**What is needed:**
In the records below, work out how many lines hold the word "Longuyoner". Report the number alone.

(Saved data entries)
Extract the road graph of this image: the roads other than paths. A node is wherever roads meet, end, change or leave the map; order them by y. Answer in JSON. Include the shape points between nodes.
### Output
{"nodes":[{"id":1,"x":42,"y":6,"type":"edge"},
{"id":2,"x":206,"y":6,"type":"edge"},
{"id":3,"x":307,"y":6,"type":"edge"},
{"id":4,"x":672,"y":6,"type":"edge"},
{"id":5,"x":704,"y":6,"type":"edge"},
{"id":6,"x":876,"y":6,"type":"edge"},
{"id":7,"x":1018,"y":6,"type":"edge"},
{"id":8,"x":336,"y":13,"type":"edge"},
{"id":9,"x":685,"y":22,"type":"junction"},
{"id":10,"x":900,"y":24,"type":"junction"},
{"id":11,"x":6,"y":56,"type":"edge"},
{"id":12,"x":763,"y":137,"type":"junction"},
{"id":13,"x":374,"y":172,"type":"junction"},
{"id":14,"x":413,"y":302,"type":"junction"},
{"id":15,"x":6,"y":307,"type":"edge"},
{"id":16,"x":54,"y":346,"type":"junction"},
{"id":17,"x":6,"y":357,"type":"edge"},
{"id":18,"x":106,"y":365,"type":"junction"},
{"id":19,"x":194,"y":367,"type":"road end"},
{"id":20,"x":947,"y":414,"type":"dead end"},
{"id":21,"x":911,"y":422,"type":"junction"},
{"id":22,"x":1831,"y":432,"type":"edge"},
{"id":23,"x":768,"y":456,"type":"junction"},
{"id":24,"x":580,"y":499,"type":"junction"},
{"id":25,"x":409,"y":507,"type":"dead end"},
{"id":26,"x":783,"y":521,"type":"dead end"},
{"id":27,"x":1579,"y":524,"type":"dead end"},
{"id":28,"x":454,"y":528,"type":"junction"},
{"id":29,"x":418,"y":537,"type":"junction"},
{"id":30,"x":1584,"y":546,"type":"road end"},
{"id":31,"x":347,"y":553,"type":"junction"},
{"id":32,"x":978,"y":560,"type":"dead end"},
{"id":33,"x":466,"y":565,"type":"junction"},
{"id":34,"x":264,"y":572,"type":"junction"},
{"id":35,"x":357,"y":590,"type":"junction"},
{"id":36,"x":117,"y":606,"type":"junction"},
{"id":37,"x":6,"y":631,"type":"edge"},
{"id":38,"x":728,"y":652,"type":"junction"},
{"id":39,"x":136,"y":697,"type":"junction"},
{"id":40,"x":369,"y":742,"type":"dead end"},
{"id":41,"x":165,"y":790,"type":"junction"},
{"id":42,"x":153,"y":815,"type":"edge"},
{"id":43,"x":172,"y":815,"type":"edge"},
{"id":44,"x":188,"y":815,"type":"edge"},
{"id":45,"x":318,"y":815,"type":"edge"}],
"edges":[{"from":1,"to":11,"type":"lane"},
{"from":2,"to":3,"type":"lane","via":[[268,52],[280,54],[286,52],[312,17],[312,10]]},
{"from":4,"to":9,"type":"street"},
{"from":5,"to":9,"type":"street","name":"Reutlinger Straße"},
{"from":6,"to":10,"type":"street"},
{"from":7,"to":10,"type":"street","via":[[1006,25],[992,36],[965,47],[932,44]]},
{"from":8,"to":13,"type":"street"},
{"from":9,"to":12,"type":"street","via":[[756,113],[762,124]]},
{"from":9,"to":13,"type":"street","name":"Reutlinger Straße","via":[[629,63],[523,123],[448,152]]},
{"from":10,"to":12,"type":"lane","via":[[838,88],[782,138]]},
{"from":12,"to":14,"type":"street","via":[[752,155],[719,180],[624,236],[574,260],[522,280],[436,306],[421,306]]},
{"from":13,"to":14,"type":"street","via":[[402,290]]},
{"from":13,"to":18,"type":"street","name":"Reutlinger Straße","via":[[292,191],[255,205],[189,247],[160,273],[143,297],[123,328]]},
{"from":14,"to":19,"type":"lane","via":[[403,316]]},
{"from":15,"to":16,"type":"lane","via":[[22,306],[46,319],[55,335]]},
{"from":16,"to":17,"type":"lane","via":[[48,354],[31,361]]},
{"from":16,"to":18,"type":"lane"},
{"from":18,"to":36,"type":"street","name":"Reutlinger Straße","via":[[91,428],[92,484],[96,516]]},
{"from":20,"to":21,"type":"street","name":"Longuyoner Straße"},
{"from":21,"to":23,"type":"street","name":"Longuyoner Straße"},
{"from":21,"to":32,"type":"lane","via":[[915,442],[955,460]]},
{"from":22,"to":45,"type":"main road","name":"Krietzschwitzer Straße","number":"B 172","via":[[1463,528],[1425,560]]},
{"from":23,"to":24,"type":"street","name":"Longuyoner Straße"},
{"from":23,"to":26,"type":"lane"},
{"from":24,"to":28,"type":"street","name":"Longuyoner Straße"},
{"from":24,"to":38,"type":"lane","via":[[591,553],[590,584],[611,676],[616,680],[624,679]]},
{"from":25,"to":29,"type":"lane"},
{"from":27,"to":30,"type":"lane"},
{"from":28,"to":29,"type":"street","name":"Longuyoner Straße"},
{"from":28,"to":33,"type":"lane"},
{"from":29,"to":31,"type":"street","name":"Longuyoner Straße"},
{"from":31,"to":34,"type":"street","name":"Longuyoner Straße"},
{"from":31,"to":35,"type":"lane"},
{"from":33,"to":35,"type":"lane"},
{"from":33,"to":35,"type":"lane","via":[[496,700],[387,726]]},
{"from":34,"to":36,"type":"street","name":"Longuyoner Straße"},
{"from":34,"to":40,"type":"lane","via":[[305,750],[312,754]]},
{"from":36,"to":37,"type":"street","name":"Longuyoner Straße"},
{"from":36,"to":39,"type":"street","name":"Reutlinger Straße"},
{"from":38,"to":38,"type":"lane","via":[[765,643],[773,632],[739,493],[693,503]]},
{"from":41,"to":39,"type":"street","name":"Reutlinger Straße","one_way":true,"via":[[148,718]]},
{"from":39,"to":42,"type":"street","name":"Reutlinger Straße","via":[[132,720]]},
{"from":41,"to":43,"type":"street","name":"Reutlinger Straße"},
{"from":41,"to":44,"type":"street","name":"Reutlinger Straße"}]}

**Completed exercise:**
9